▸ What you have to do
From the line below that contains "thumb mcp: (183, 175)" to the line that contains "index tip: (348, 46)", repeat every line exactly, both ends included, and nothing else.

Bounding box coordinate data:
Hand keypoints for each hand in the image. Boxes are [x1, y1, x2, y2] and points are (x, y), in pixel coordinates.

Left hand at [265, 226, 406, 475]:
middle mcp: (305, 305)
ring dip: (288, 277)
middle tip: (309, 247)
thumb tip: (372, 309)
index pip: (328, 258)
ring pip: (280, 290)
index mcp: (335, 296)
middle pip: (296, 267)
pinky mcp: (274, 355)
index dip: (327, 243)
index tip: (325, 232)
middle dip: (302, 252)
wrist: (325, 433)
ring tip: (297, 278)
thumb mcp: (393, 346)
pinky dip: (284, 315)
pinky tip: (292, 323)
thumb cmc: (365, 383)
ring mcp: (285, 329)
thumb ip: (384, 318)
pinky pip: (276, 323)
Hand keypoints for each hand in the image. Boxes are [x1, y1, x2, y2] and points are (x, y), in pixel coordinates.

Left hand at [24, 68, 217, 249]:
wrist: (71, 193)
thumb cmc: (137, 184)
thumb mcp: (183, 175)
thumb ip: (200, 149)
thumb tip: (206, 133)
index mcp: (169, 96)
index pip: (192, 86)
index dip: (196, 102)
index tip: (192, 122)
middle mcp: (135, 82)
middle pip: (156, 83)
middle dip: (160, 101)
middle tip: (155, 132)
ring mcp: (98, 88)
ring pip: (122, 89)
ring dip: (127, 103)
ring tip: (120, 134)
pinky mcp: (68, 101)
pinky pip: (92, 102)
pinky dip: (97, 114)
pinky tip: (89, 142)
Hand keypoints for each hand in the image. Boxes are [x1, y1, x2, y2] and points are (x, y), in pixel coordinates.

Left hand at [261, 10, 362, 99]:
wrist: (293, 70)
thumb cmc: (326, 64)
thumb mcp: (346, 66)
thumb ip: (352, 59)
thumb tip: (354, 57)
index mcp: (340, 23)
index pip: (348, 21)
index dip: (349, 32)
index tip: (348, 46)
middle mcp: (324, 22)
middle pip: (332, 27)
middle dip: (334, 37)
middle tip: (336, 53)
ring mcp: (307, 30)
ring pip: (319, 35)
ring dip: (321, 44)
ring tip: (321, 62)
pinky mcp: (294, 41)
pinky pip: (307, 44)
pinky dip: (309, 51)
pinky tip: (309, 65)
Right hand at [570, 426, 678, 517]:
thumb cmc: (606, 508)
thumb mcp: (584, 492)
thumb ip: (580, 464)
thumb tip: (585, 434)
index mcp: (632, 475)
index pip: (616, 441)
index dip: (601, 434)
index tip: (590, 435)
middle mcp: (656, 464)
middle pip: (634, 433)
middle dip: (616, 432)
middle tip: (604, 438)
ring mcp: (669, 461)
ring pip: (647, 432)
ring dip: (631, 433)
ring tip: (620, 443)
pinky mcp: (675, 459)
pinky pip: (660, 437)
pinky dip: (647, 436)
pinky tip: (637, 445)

▸ Response to this exercise
thumb mcp: (183, 175)
thumb ip: (200, 149)
thumb tip: (206, 133)
index mcp: (169, 96)
index pip: (192, 86)
index dip: (196, 102)
index tip: (192, 122)
middle mcp: (135, 82)
middle pip: (156, 83)
middle dip: (160, 101)
middle tip: (155, 132)
ring mcp: (98, 88)
ring pip: (122, 89)
ring dip: (127, 103)
ring tip: (120, 134)
pinky mcp: (68, 101)
pinky pip: (92, 102)
pinky dip: (97, 114)
pinky tip: (89, 142)
Hand keypoints for each hand in the image. Boxes are [x1, y1, x2, y2] and points are (x, y), in pixel coordinates.

Left hand at [261, 10, 362, 99]:
wrist: (293, 70)
thumb cmc: (326, 64)
thumb mcp: (346, 66)
thumb ip: (352, 59)
thumb tip: (354, 57)
index mcp: (340, 23)
index pip: (348, 21)
index dip: (349, 32)
index tip: (348, 46)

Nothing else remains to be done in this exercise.